I have worked with several companies who are still struggling to rank their homepage after Penguin yet can generate traffic to their inner pages.
Firstly, I would not jump to assume there are lots of problems with the site, perform an audit if you are unsure but don't make this as an assumption. Use known penalty dates to review traffic and anoint the analytics so you can get a clear picture of which updates caused the traffic drops for a quick and easy way to get more intel.
More often than not I am now advising people to just start over on a new domain and redirecting the old (not with a 301) to the new. This is painful, and many folks are holding onto domains but if clean up is not working and is not practical to continue down this route then a clean domain gives you a fresh start.

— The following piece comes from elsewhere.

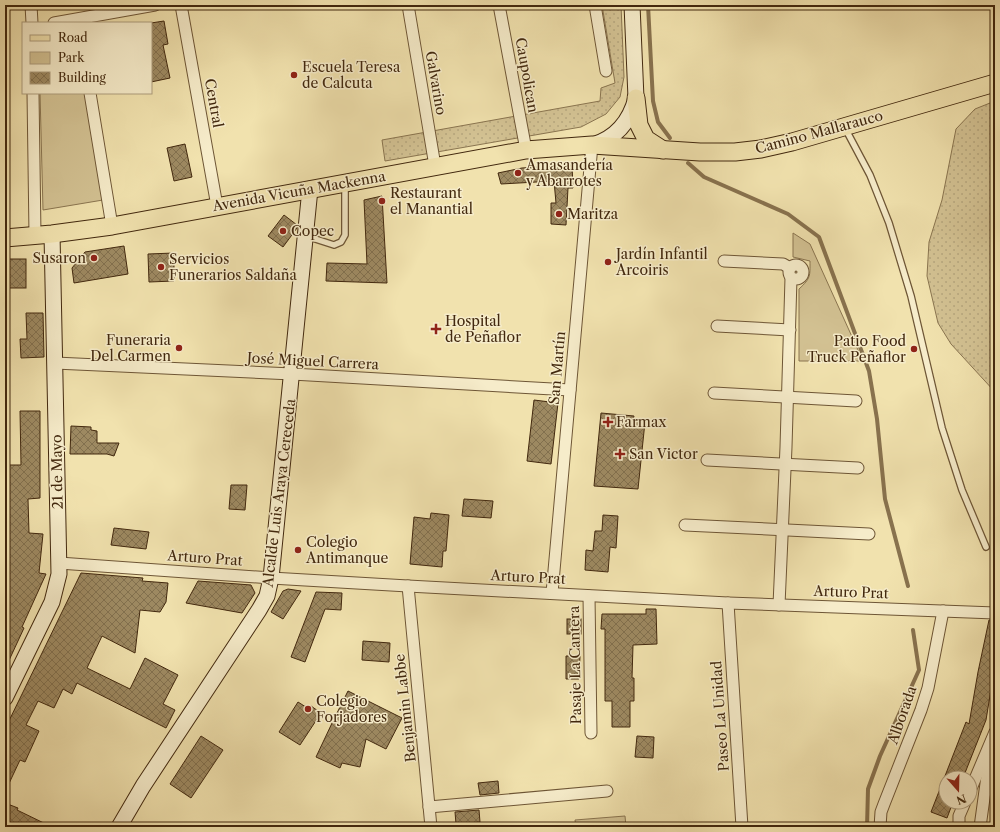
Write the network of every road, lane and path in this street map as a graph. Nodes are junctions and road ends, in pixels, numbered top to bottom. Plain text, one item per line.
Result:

I have just had a quick look at the backlink profile in OSE and it does not look like your standard penguinised site though. Are you sure about the cause of the loss of traffic? Do the drops coincide with known penguin dates?
Really, the analytics should be your first port of call here and tools like this will help you easily map algorithm change dates to traffic changes: http://www.barracuda-digital.co.uk/panguin-tool/
Then, investigate further from there on in. If links do seem to be an issue link detox is a quick and easy way to get a good grasp on what kind of links your client has.
Ultimately, it needs investigation but start with analytics, form your hypothesis and try to prove it and then feed back here.